▶ **Your assignment**: Leaving out every image, restate all the records word for word.
====== Data excerpts ======
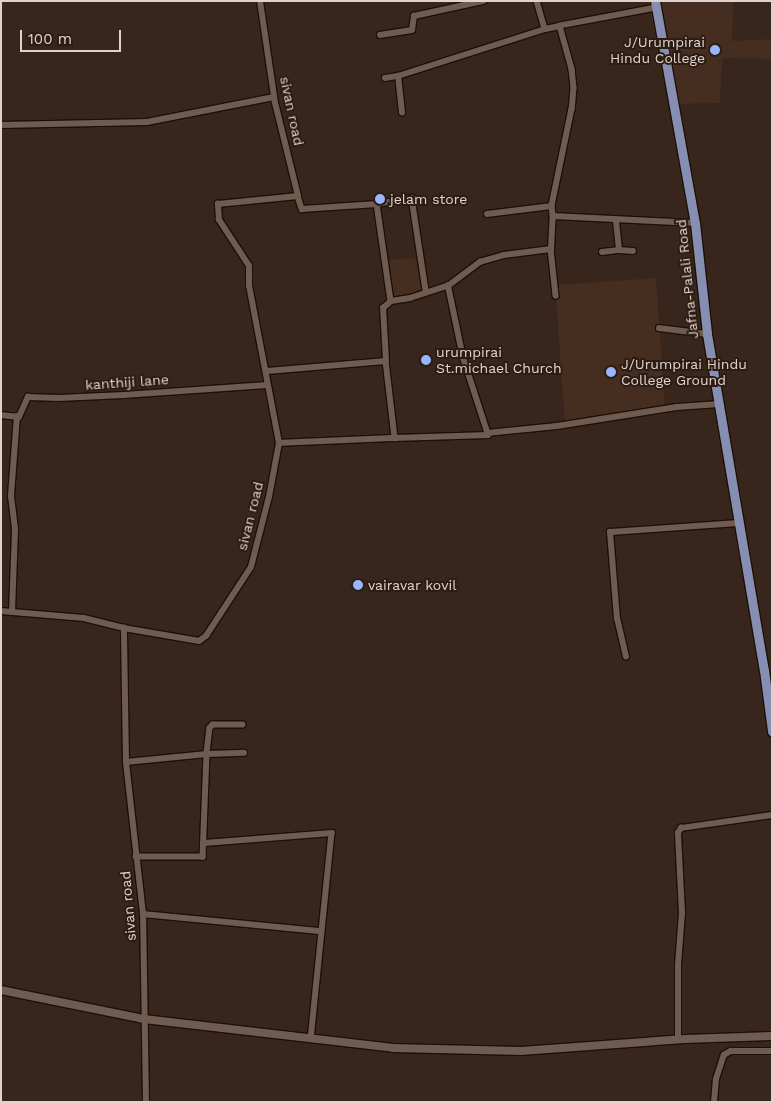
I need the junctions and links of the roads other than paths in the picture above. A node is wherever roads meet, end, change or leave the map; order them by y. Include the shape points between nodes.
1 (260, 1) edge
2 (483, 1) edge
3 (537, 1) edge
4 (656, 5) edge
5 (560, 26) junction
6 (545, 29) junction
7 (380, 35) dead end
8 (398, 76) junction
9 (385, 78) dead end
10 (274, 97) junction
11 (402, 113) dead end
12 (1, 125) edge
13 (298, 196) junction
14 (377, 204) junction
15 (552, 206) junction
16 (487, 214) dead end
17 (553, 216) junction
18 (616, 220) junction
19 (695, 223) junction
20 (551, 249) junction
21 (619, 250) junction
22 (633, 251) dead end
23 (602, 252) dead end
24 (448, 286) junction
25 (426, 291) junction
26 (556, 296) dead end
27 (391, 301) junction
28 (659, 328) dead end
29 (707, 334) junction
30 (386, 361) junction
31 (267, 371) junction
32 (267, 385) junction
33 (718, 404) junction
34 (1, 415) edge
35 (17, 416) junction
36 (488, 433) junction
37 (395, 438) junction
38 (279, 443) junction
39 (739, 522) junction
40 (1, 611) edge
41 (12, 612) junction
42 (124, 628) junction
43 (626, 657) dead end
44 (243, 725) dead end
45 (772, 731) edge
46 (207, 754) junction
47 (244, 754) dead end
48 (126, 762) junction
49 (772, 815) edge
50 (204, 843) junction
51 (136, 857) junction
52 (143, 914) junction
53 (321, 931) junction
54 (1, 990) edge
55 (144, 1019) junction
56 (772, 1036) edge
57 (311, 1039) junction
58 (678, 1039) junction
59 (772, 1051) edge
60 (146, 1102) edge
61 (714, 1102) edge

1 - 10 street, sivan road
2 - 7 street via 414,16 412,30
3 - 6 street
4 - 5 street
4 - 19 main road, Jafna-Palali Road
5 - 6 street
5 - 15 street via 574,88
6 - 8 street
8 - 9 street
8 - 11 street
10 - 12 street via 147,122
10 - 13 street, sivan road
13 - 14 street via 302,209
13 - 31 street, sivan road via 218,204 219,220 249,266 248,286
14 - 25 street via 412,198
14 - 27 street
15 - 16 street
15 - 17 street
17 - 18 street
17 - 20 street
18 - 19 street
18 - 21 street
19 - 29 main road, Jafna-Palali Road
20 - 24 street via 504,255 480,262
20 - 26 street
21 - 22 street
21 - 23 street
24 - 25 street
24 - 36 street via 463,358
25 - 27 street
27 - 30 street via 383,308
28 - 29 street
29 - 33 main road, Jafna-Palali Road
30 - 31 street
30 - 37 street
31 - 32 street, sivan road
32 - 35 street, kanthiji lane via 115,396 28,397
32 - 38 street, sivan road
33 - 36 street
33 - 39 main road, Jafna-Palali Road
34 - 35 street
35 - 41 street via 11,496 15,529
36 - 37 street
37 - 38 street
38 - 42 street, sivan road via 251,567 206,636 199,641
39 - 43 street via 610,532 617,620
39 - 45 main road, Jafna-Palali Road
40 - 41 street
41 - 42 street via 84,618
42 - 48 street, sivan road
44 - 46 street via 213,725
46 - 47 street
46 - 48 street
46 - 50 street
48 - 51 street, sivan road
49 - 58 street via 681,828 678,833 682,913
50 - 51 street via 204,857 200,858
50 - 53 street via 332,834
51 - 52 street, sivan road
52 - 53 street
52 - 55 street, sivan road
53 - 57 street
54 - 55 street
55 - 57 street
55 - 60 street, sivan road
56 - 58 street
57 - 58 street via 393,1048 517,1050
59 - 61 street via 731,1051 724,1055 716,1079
======
▶ **Response for this exercise**:
I need the junctions and links of the roads other than paths in the picture above. A node is wherever roads meet, end, change or leave the map; order them by y. Include the shape points between nodes.
1 (260, 1) edge
2 (483, 1) edge
3 (537, 1) edge
4 (656, 5) edge
5 (560, 26) junction
6 (545, 29) junction
7 (380, 35) dead end
8 (398, 76) junction
9 (385, 78) dead end
10 (274, 97) junction
11 (402, 113) dead end
12 (1, 125) edge
13 (298, 196) junction
14 (377, 204) junction
15 (552, 206) junction
16 (487, 214) dead end
17 (553, 216) junction
18 (616, 220) junction
19 (695, 223) junction
20 (551, 249) junction
21 (619, 250) junction
22 (633, 251) dead end
23 (602, 252) dead end
24 (448, 286) junction
25 (426, 291) junction
26 (556, 296) dead end
27 (391, 301) junction
28 (659, 328) dead end
29 (707, 334) junction
30 (386, 361) junction
31 (267, 371) junction
32 (267, 385) junction
33 (718, 404) junction
34 (1, 415) edge
35 (17, 416) junction
36 (488, 433) junction
37 (395, 438) junction
38 (279, 443) junction
39 (739, 522) junction
40 (1, 611) edge
41 (12, 612) junction
42 (124, 628) junction
43 (626, 657) dead end
44 (243, 725) dead end
45 (772, 731) edge
46 (207, 754) junction
47 (244, 754) dead end
48 (126, 762) junction
49 (772, 815) edge
50 (204, 843) junction
51 (136, 857) junction
52 (143, 914) junction
53 (321, 931) junction
54 (1, 990) edge
55 (144, 1019) junction
56 (772, 1036) edge
57 (311, 1039) junction
58 (678, 1039) junction
59 (772, 1051) edge
60 (146, 1102) edge
61 (714, 1102) edge

1 - 10 street, sivan road
2 - 7 street via 414,16 412,30
3 - 6 street
4 - 5 street
4 - 19 main road, Jafna-Palali Road
5 - 6 street
5 - 15 street via 574,88
6 - 8 street
8 - 9 street
8 - 11 street
10 - 12 street via 147,122
10 - 13 street, sivan road
13 - 14 street via 302,209
13 - 31 street, sivan road via 218,204 219,220 249,266 248,286
14 - 25 street via 412,198
14 - 27 street
15 - 16 street
15 - 17 street
17 - 18 street
17 - 20 street
18 - 19 street
18 - 21 street
19 - 29 main road, Jafna-Palali Road
20 - 24 street via 504,255 480,262
20 - 26 street
21 - 22 street
21 - 23 street
24 - 25 street
24 - 36 street via 463,358
25 - 27 street
27 - 30 street via 383,308
28 - 29 street
29 - 33 main road, Jafna-Palali Road
30 - 31 street
30 - 37 street
31 - 32 street, sivan road
32 - 35 street, kanthiji lane via 115,396 28,397
32 - 38 street, sivan road
33 - 36 street
33 - 39 main road, Jafna-Palali Road
34 - 35 street
35 - 41 street via 11,496 15,529
36 - 37 street
37 - 38 street
38 - 42 street, sivan road via 251,567 206,636 199,641
39 - 43 street via 610,532 617,620
39 - 45 main road, Jafna-Palali Road
40 - 41 street
41 - 42 street via 84,618
42 - 48 street, sivan road
44 - 46 street via 213,725
46 - 47 street
46 - 48 street
46 - 50 street
48 - 51 street, sivan road
49 - 58 street via 681,828 678,833 682,913
50 - 51 street via 204,857 200,858
50 - 53 street via 332,834
51 - 52 street, sivan road
52 - 53 street
52 - 55 street, sivan road
53 - 57 street
54 - 55 street
55 - 57 street
55 - 60 street, sivan road
56 - 58 street
57 - 58 street via 393,1048 517,1050
59 - 61 street via 731,1051 724,1055 716,1079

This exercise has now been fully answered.